• EXTRACTED RECORDS:
***

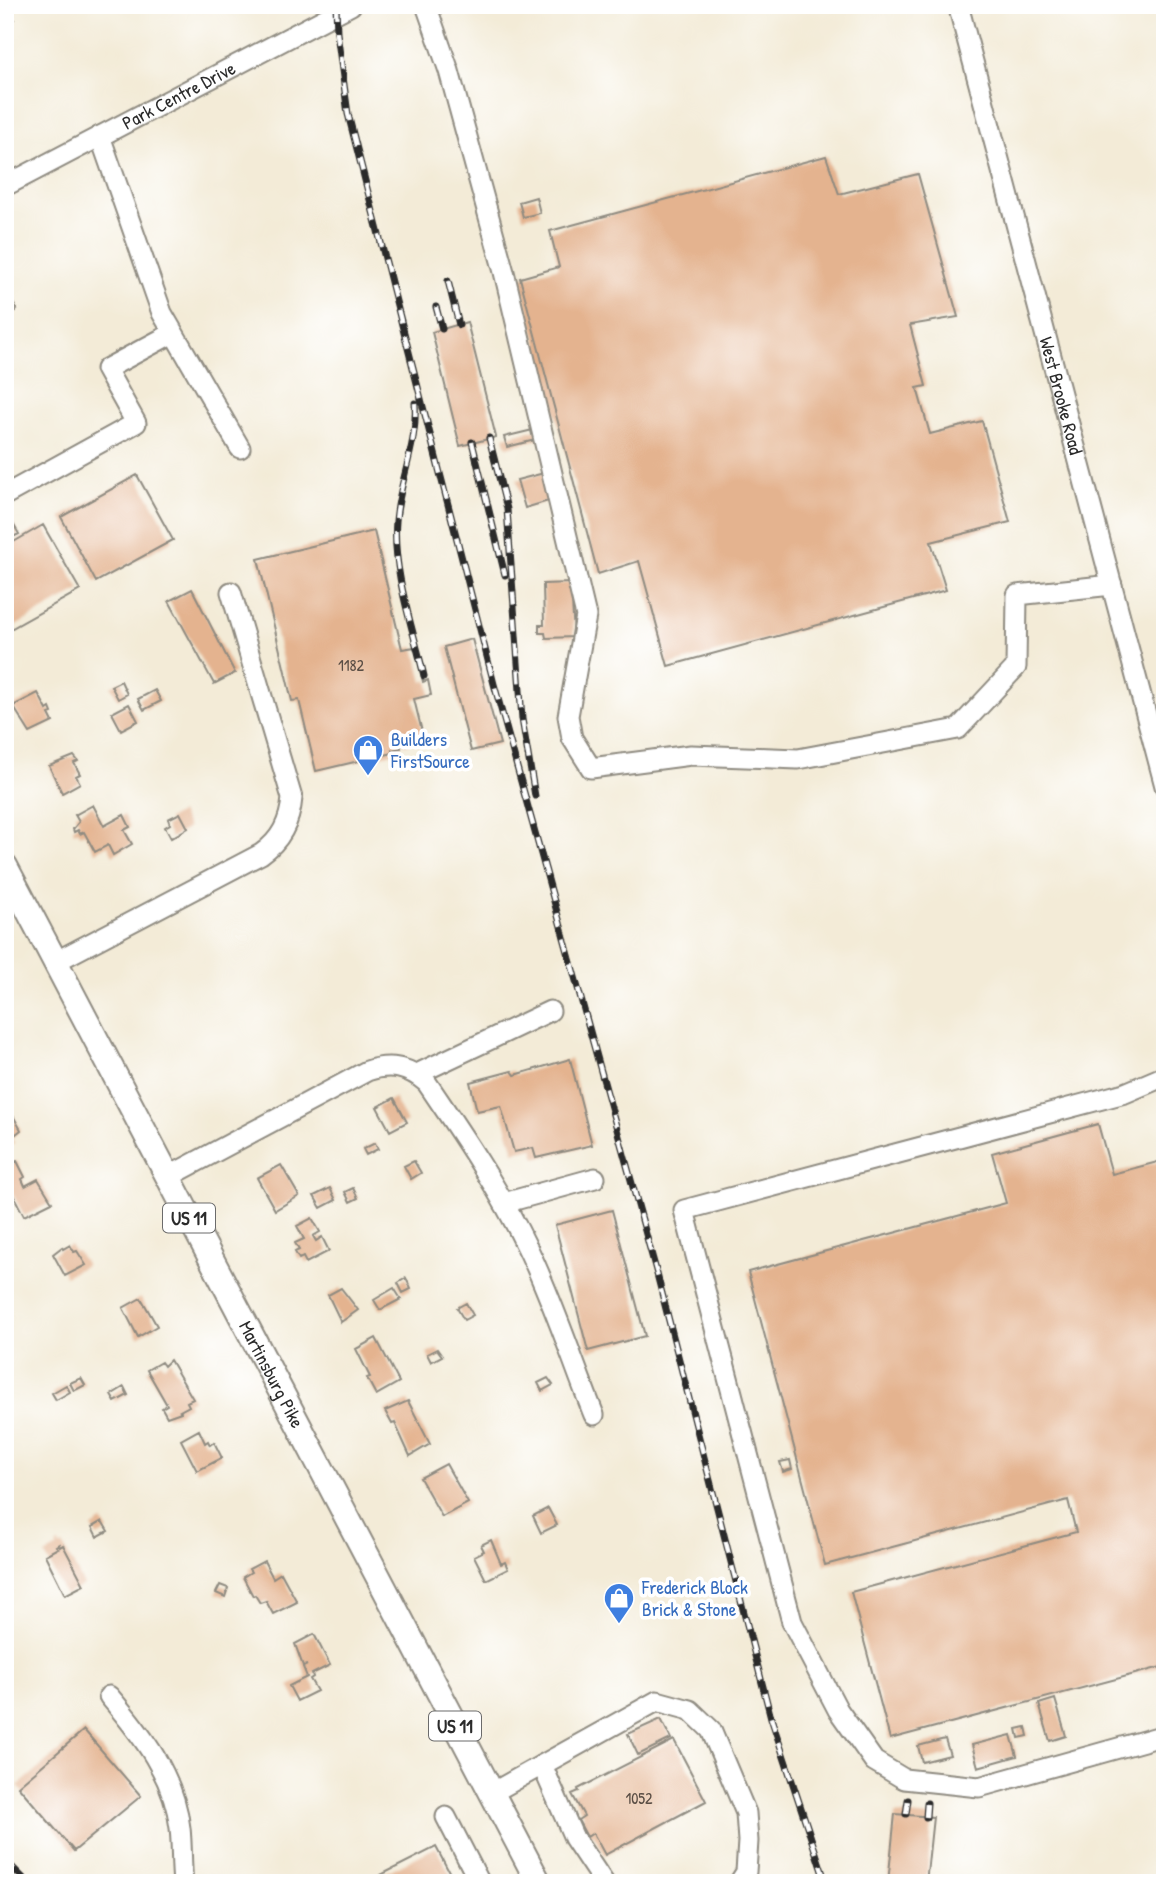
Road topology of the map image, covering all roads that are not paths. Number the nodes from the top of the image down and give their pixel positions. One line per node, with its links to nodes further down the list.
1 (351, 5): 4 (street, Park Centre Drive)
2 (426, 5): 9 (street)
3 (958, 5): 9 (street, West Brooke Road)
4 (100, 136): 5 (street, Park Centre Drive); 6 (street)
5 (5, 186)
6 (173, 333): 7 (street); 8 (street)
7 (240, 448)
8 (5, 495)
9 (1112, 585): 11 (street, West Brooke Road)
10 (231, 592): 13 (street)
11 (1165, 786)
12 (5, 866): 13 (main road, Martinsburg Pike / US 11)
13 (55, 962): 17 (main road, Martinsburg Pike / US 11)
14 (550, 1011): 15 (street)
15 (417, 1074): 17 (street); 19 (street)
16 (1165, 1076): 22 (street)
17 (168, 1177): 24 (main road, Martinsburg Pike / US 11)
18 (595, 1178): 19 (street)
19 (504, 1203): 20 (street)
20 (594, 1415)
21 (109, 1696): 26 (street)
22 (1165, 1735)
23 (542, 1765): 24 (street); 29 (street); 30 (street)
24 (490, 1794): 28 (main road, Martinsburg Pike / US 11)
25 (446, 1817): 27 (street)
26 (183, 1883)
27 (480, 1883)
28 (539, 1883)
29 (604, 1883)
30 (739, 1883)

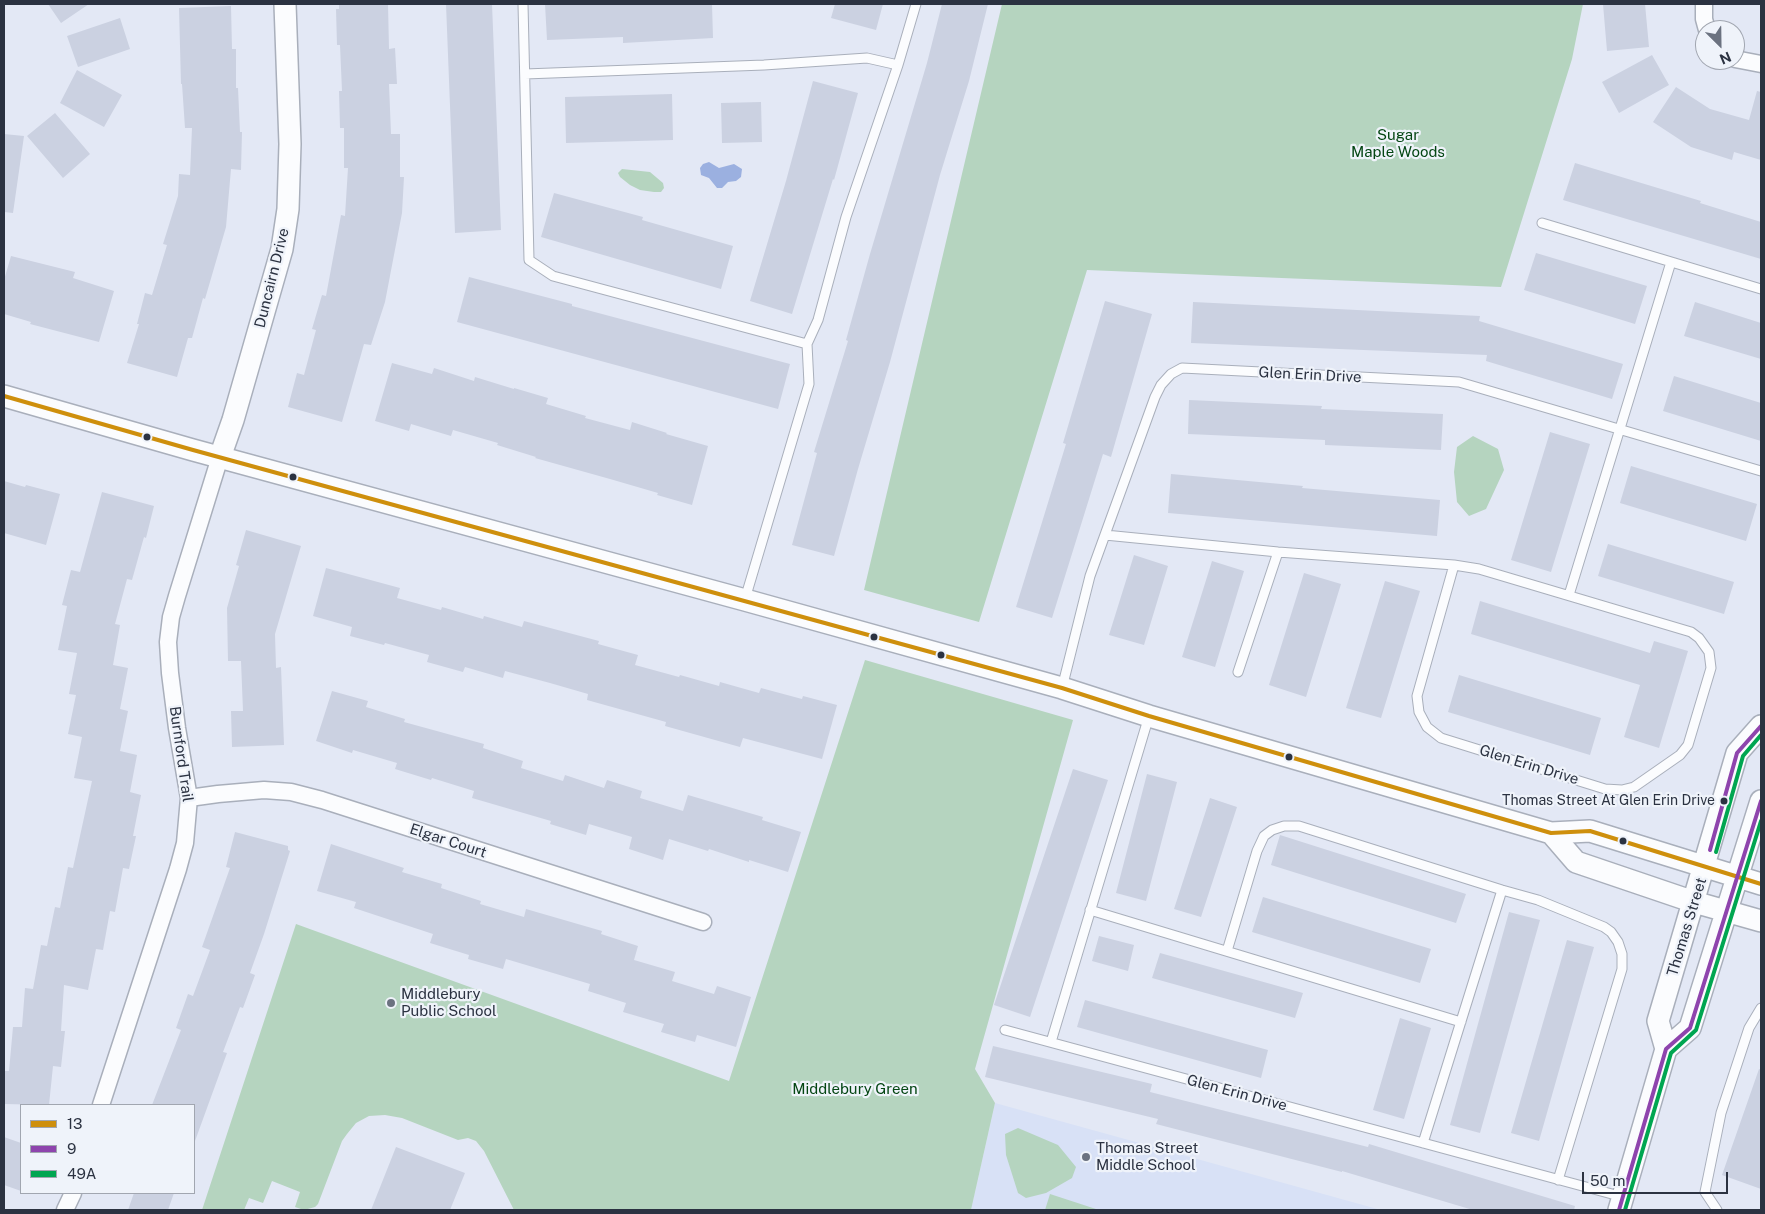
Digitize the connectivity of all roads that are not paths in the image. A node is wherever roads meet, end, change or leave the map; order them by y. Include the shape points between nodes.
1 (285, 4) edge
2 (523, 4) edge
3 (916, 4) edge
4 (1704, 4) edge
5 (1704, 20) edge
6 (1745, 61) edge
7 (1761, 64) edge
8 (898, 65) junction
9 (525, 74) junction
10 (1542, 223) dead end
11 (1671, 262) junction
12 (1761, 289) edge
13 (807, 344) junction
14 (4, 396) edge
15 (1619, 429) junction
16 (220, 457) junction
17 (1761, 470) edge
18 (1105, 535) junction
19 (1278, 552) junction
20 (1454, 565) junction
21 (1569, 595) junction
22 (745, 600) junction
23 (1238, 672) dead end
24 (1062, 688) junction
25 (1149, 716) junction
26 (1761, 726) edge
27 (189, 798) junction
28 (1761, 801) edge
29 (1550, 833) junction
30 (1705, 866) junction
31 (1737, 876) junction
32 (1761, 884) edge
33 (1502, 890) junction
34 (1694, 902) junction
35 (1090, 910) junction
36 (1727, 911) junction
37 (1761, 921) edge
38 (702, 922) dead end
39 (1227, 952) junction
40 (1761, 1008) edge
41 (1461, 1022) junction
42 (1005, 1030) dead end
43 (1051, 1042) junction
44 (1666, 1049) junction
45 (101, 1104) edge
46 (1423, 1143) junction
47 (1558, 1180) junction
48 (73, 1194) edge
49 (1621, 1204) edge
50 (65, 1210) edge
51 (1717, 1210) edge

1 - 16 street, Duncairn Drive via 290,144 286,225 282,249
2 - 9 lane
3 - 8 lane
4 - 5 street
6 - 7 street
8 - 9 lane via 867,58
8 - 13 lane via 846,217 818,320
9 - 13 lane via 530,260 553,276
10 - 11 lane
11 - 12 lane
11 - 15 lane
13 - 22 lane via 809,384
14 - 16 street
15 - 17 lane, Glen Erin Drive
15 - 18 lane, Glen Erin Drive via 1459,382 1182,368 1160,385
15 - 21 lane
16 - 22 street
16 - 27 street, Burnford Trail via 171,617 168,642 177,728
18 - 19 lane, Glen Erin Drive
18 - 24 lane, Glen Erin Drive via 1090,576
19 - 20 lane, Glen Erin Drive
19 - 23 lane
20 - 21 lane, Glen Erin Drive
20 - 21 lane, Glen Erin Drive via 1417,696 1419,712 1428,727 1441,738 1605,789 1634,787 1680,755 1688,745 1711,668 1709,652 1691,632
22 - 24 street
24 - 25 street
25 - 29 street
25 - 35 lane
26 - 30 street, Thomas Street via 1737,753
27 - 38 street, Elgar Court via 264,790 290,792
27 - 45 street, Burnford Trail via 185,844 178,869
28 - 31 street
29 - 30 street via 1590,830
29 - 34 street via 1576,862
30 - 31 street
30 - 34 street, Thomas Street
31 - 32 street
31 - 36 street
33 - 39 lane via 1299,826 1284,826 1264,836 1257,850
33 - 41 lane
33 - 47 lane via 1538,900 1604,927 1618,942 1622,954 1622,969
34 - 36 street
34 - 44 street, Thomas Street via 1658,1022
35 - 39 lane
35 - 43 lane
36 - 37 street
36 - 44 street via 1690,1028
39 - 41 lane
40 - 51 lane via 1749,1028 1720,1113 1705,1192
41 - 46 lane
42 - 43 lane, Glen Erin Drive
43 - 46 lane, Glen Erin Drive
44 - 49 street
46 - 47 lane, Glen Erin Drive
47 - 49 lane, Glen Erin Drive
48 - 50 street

***

• WHAT THE TASK ASKS: The data above should be repeated in full and exactly, with no pictures carried over.

• RESPONSE TO THIS EXERCISE:
Road topology of the map image, covering all roads that are not paths. Number the nodes from the top of the image down and give their pixel positions. One line per node, with its links to nodes further down the list.
1 (351, 5): 4 (street, Park Centre Drive)
2 (426, 5): 9 (street)
3 (958, 5): 9 (street, West Brooke Road)
4 (100, 136): 5 (street, Park Centre Drive); 6 (street)
5 (5, 186)
6 (173, 333): 7 (street); 8 (street)
7 (240, 448)
8 (5, 495)
9 (1112, 585): 11 (street, West Brooke Road)
10 (231, 592): 13 (street)
11 (1165, 786)
12 (5, 866): 13 (main road, Martinsburg Pike / US 11)
13 (55, 962): 17 (main road, Martinsburg Pike / US 11)
14 (550, 1011): 15 (street)
15 (417, 1074): 17 (street); 19 (street)
16 (1165, 1076): 22 (street)
17 (168, 1177): 24 (main road, Martinsburg Pike / US 11)
18 (595, 1178): 19 (street)
19 (504, 1203): 20 (street)
20 (594, 1415)
21 (109, 1696): 26 (street)
22 (1165, 1735)
23 (542, 1765): 24 (street); 29 (street); 30 (street)
24 (490, 1794): 28 (main road, Martinsburg Pike / US 11)
25 (446, 1817): 27 (street)
26 (183, 1883)
27 (480, 1883)
28 (539, 1883)
29 (604, 1883)
30 (739, 1883)

Digitize the connectivity of all roads that are not paths in the image. A node is wherever roads meet, end, change or leave the map; order them by y. Include the shape points between nodes.
1 (285, 4) edge
2 (523, 4) edge
3 (916, 4) edge
4 (1704, 4) edge
5 (1704, 20) edge
6 (1745, 61) edge
7 (1761, 64) edge
8 (898, 65) junction
9 (525, 74) junction
10 (1542, 223) dead end
11 (1671, 262) junction
12 (1761, 289) edge
13 (807, 344) junction
14 (4, 396) edge
15 (1619, 429) junction
16 (220, 457) junction
17 (1761, 470) edge
18 (1105, 535) junction
19 (1278, 552) junction
20 (1454, 565) junction
21 (1569, 595) junction
22 (745, 600) junction
23 (1238, 672) dead end
24 (1062, 688) junction
25 (1149, 716) junction
26 (1761, 726) edge
27 (189, 798) junction
28 (1761, 801) edge
29 (1550, 833) junction
30 (1705, 866) junction
31 (1737, 876) junction
32 (1761, 884) edge
33 (1502, 890) junction
34 (1694, 902) junction
35 (1090, 910) junction
36 (1727, 911) junction
37 (1761, 921) edge
38 (702, 922) dead end
39 (1227, 952) junction
40 (1761, 1008) edge
41 (1461, 1022) junction
42 (1005, 1030) dead end
43 (1051, 1042) junction
44 (1666, 1049) junction
45 (101, 1104) edge
46 (1423, 1143) junction
47 (1558, 1180) junction
48 (73, 1194) edge
49 (1621, 1204) edge
50 (65, 1210) edge
51 (1717, 1210) edge

1 - 16 street, Duncairn Drive via 290,144 286,225 282,249
2 - 9 lane
3 - 8 lane
4 - 5 street
6 - 7 street
8 - 9 lane via 867,58
8 - 13 lane via 846,217 818,320
9 - 13 lane via 530,260 553,276
10 - 11 lane
11 - 12 lane
11 - 15 lane
13 - 22 lane via 809,384
14 - 16 street
15 - 17 lane, Glen Erin Drive
15 - 18 lane, Glen Erin Drive via 1459,382 1182,368 1160,385
15 - 21 lane
16 - 22 street
16 - 27 street, Burnford Trail via 171,617 168,642 177,728
18 - 19 lane, Glen Erin Drive
18 - 24 lane, Glen Erin Drive via 1090,576
19 - 20 lane, Glen Erin Drive
19 - 23 lane
20 - 21 lane, Glen Erin Drive
20 - 21 lane, Glen Erin Drive via 1417,696 1419,712 1428,727 1441,738 1605,789 1634,787 1680,755 1688,745 1711,668 1709,652 1691,632
22 - 24 street
24 - 25 street
25 - 29 street
25 - 35 lane
26 - 30 street, Thomas Street via 1737,753
27 - 38 street, Elgar Court via 264,790 290,792
27 - 45 street, Burnford Trail via 185,844 178,869
28 - 31 street
29 - 30 street via 1590,830
29 - 34 street via 1576,862
30 - 31 street
30 - 34 street, Thomas Street
31 - 32 street
31 - 36 street
33 - 39 lane via 1299,826 1284,826 1264,836 1257,850
33 - 41 lane
33 - 47 lane via 1538,900 1604,927 1618,942 1622,954 1622,969
34 - 36 street
34 - 44 street, Thomas Street via 1658,1022
35 - 39 lane
35 - 43 lane
36 - 37 street
36 - 44 street via 1690,1028
39 - 41 lane
40 - 51 lane via 1749,1028 1720,1113 1705,1192
41 - 46 lane
42 - 43 lane, Glen Erin Drive
43 - 46 lane, Glen Erin Drive
44 - 49 street
46 - 47 lane, Glen Erin Drive
47 - 49 lane, Glen Erin Drive
48 - 50 street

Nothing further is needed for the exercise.